A proposito dell’inedita esperienza “in rosa”, Viviani ha spiegato: «questa opportunità è arrivata dopo 20 anni alla guida di società maschili ed una parentesi da calciatore, ma, quella che inizialmente era una pagina bianca, è stata riempita con tante soddisfazioni! Qui ho scoperto grande passione e determinazione».
Intanto una cosa è certa: il timbro sulla categoria è stato messo; fresca, infatti, è stata anche la promozione del collettivo in un percorso altamente competitivo dove non sono mancate le difficoltà; a tal proposito lo stesso ha sottolineato: «dovevamo dimostrare di essere pronti a giocare in questo campionato sconosciuto non solo a me ma anche alla maggior parte delle ragazze della rosa; devo dire, però, che c’è stata fin da subito una grande disponibilità ad accogliere le richieste che la categoria stessa ci ha messo davanti. Vero che i primi due mesi sono stati molto difficili e non si riusciva a trovare una quadra, ma abbiamo continuato a testa alta senza demoralizzarci ed è arrivata la salvezza con sei giornate d’anticipo. Un traguardo davvero straordinario!».

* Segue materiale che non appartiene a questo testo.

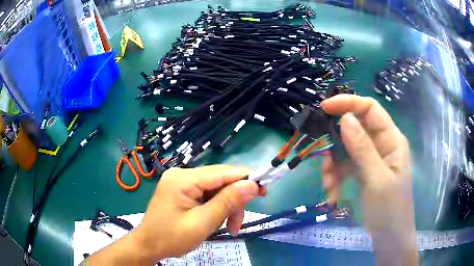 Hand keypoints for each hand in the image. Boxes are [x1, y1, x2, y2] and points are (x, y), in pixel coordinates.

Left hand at [86, 165, 263, 264]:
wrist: (148, 245)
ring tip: (228, 228)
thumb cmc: (171, 238)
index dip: (246, 180)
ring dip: (226, 207)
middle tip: (236, 225)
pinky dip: (216, 208)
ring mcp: (181, 182)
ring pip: (216, 189)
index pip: (223, 172)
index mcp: (184, 179)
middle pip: (221, 181)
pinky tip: (216, 221)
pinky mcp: (182, 190)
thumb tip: (253, 184)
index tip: (264, 192)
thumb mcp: (202, 223)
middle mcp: (182, 174)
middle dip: (233, 201)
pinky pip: (206, 194)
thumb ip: (227, 202)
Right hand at [321, 95, 417, 264]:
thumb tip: (344, 118)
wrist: (389, 238)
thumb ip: (362, 149)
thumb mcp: (377, 180)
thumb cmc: (390, 210)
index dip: (348, 103)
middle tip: (324, 161)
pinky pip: (345, 167)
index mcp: (391, 139)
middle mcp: (381, 145)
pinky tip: (332, 194)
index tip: (324, 109)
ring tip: (328, 186)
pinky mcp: (363, 173)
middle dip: (336, 145)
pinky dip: (335, 178)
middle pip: (354, 129)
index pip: (370, 109)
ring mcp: (371, 159)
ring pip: (346, 150)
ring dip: (333, 166) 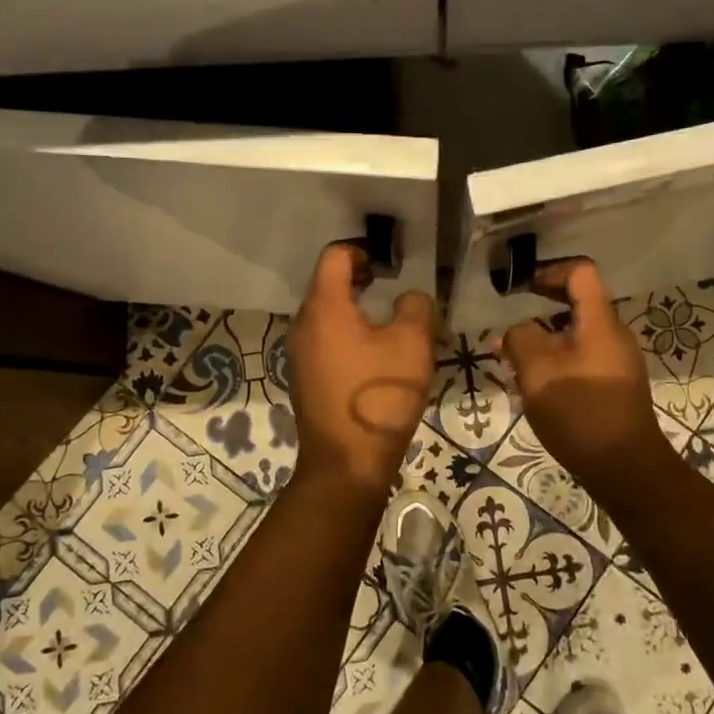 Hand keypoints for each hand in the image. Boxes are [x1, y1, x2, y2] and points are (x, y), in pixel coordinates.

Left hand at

E sull’equilibrio cercato e trovato: «una volta fatto questo, è stato complicato anche per le altre squadre fermarci; questo ci ha dato grande stima. Durante il percorso siamo riusciti anche a vincere a Cesena, Lumezzane, squadre che hanno fatto benissimo durante tutta la stagione. Se si poteva fare qualcosa in più? Il gruppo era al 60% nuovo, perciò non è stato semplice trovare coesione; la vera svolta (per citare il momento) c’è stata con la partita contro la Res che, pur persa, ha dato una cosa che probabilmente serviva ancora di più: il legame forte e la consapevolezza di poter fare tanto.

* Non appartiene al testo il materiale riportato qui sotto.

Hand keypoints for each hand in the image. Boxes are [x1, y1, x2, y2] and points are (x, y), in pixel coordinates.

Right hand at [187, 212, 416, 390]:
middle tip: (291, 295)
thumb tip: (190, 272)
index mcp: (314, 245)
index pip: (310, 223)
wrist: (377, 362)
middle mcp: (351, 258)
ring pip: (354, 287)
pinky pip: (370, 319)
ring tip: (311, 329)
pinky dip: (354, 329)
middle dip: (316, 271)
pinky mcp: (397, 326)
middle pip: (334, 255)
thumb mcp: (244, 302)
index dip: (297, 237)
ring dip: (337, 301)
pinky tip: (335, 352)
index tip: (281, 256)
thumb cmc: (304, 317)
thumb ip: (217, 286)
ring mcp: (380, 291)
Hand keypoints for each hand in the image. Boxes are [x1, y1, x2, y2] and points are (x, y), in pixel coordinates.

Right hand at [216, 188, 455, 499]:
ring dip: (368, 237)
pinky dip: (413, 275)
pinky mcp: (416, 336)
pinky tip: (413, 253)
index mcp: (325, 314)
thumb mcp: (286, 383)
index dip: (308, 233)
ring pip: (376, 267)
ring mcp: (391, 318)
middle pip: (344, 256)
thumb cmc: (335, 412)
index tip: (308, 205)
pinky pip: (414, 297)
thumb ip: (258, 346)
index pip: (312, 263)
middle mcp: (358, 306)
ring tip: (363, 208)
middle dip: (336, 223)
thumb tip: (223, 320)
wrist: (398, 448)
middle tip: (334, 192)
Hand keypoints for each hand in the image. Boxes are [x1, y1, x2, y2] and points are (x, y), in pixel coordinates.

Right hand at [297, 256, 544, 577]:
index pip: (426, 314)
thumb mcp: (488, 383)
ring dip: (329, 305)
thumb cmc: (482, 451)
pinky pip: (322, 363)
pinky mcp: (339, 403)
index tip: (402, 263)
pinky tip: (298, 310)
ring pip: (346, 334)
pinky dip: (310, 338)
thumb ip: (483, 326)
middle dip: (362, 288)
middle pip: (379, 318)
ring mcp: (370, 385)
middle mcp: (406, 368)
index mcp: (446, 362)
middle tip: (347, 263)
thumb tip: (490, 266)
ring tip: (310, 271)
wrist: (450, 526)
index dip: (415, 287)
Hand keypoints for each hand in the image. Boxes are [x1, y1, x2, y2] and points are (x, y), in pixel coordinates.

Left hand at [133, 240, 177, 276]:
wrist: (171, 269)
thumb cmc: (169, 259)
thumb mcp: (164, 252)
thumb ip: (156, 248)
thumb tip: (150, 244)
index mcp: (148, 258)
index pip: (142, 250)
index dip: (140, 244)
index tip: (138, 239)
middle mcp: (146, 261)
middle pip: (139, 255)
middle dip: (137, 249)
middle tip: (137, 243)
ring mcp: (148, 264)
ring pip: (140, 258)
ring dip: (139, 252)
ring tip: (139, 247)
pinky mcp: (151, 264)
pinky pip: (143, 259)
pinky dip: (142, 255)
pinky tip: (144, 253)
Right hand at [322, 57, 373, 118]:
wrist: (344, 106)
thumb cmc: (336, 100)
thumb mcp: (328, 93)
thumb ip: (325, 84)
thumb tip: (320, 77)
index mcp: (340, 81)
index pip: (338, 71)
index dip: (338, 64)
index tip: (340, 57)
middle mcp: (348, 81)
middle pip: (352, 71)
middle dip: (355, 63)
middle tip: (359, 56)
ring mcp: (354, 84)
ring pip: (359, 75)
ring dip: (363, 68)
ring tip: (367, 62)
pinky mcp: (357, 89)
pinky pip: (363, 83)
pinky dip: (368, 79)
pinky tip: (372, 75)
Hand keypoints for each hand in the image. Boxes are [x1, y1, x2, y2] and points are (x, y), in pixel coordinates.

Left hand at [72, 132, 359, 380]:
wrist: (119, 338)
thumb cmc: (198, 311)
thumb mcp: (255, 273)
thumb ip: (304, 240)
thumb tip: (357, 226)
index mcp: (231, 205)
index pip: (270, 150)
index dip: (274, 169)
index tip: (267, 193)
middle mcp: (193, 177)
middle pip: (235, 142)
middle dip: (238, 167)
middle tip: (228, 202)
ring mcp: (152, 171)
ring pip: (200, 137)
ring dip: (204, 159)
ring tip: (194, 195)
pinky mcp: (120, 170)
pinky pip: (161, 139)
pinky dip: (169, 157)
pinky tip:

A confermarlo ci sono stati i successivi incontri con Trastevere e San Marino da cui siamo usciti vincitori. In definitiva ho visto un gruppo resiliente, aspetto che sicuramente ha permesso di sopperire a qualche lacuna tecnica (normale quando la rosa è così giovane ed inesperta)».

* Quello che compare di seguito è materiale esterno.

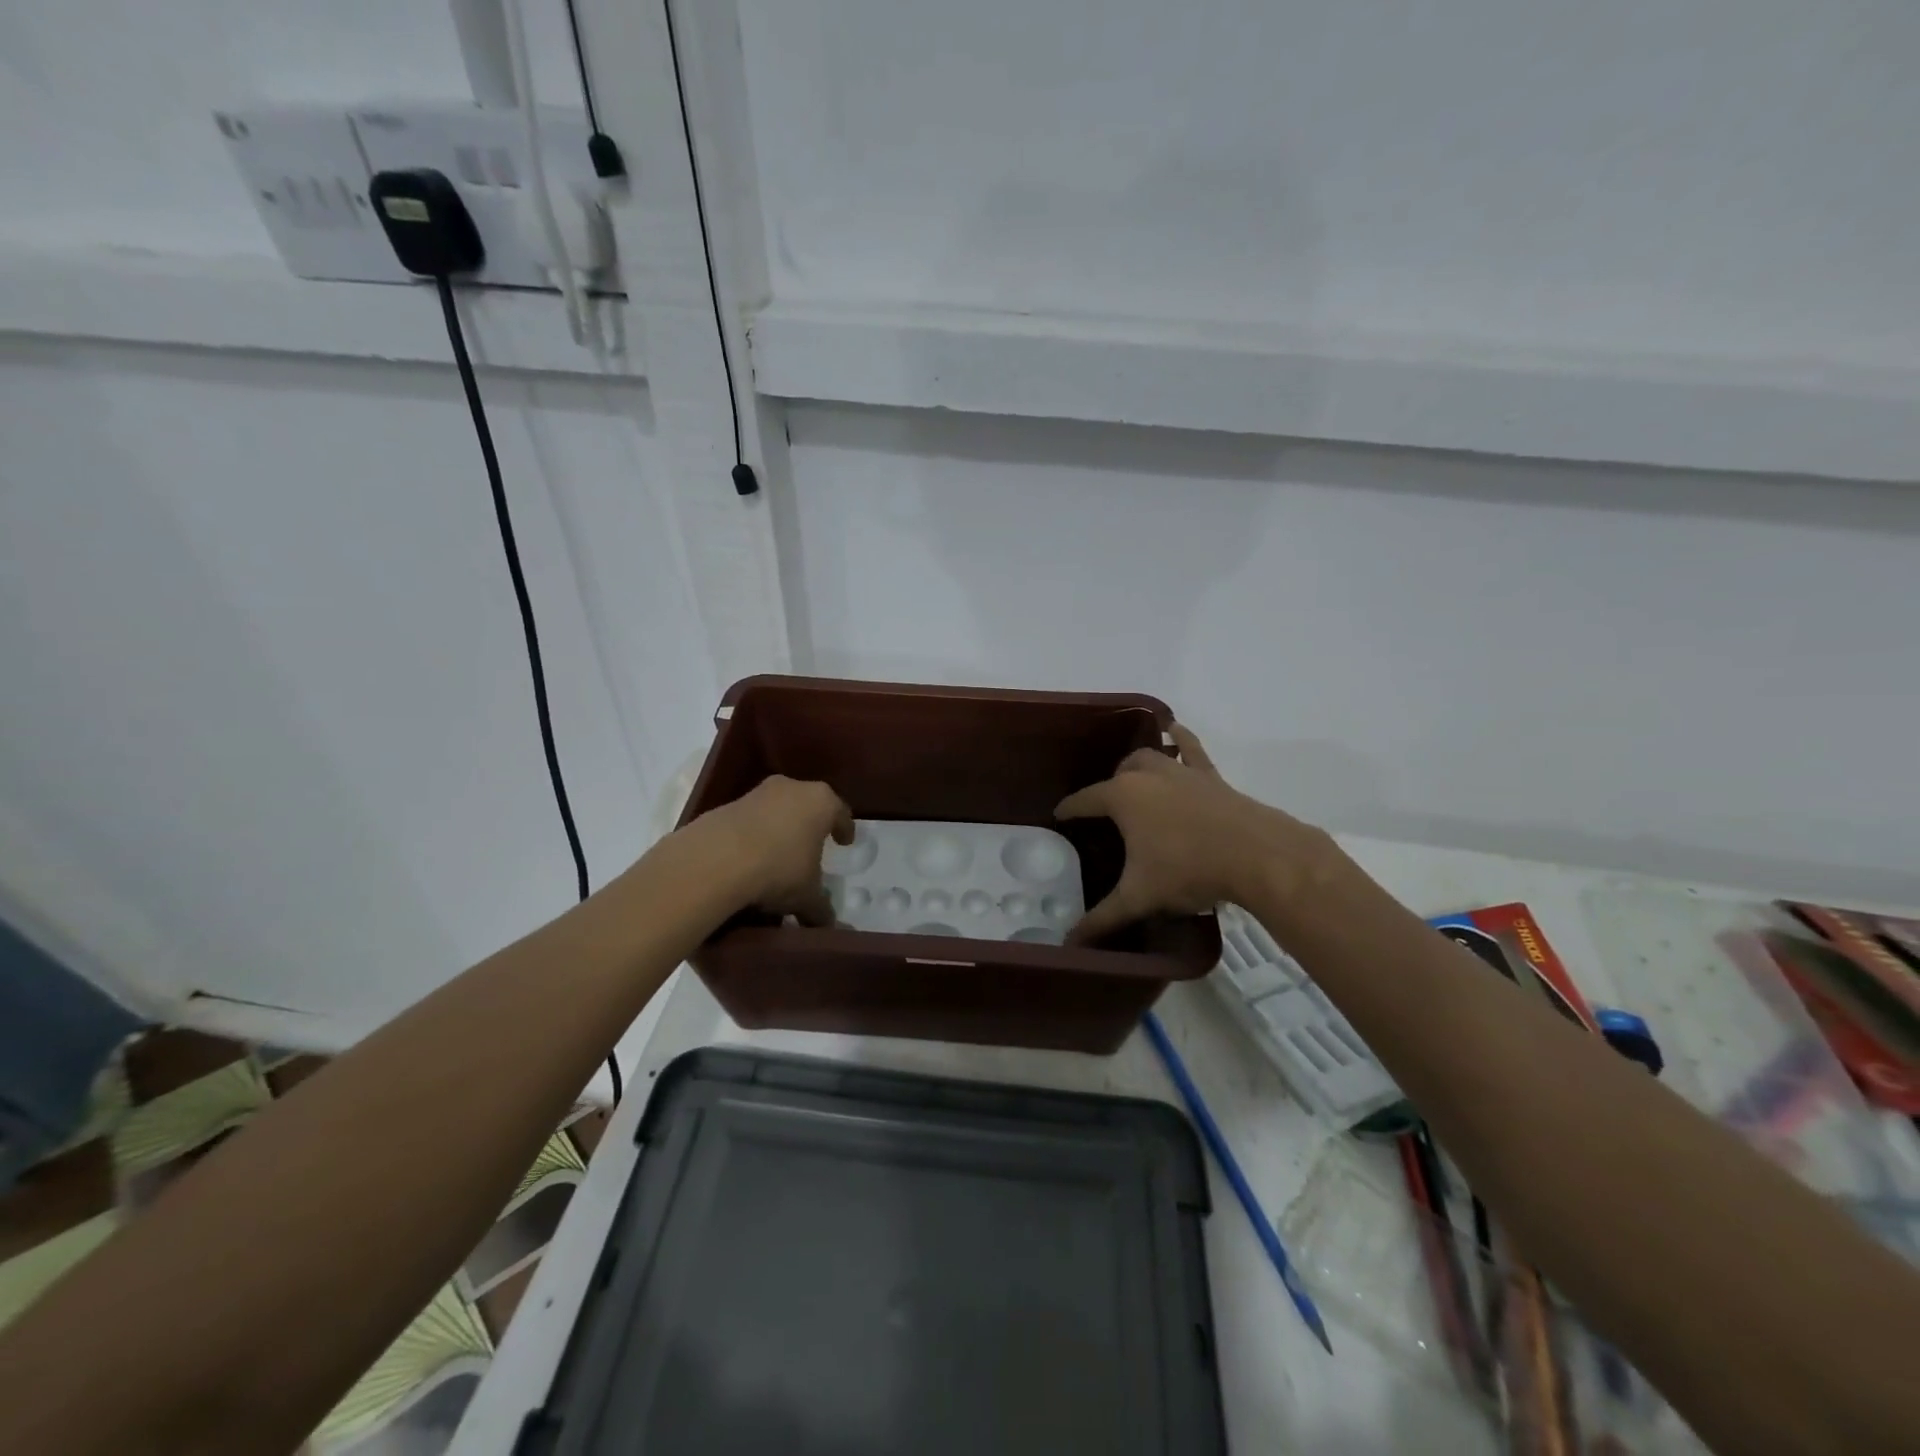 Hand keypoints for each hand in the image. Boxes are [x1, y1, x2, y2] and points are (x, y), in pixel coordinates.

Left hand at [687, 775, 853, 925]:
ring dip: (778, 829)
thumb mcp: (807, 896)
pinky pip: (748, 821)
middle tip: (811, 847)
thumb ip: (821, 909)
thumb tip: (827, 925)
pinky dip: (752, 835)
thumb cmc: (779, 870)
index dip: (844, 828)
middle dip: (809, 826)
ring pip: (776, 810)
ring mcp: (756, 793)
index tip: (844, 841)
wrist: (715, 861)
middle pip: (807, 805)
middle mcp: (791, 788)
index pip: (840, 812)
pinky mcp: (726, 805)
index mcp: (821, 801)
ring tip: (776, 857)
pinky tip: (748, 859)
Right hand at [1055, 725, 1337, 943]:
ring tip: (1132, 780)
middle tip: (1105, 814)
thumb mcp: (1140, 897)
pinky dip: (1179, 738)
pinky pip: (1189, 747)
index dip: (1069, 810)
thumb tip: (1070, 944)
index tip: (1059, 817)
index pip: (1083, 800)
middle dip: (1106, 789)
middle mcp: (1146, 774)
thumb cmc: (1189, 871)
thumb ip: (1102, 919)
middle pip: (1116, 774)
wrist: (1256, 855)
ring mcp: (1180, 770)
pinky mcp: (1209, 774)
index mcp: (1122, 797)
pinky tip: (1174, 729)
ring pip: (1149, 757)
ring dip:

Ottavo posto a quota 33 valso la conferma nel medesimo campionato. Giusto verdetto? Il tecnico, deciso: «ho visto una crescita collettiva ed individuale. Logicamente c’è ancora del margine di miglioramento (e questo bisogna tenerlo a mente per la prossima stagione), ma per quel che è stato fatto c’è solo da essere orgogliosi».
C’è, quindi, un altro viaggio da compiere, da vivere; seppur sullo stesso palcoscenico, anche la sfida si rinnoverà e bisognerà consolidare le fondamenta, dimenticando quella sorta di appagamento da conferma grazie al pensiero della continuità: «il primo passo è stato fatto – ha concluso Viviani -, ma sarà necessario rimarcare la volontà di dimostrare qualcosa, perché c’è sempre il rischio di affrontare la categoria pensando di averla già fatta. Intanto teniamoci stretto quanto conquistato, il resto…lo vedremo!».
Si ringrazia il tecnico Fabio Viviani e la società tutta per la gentile concessione.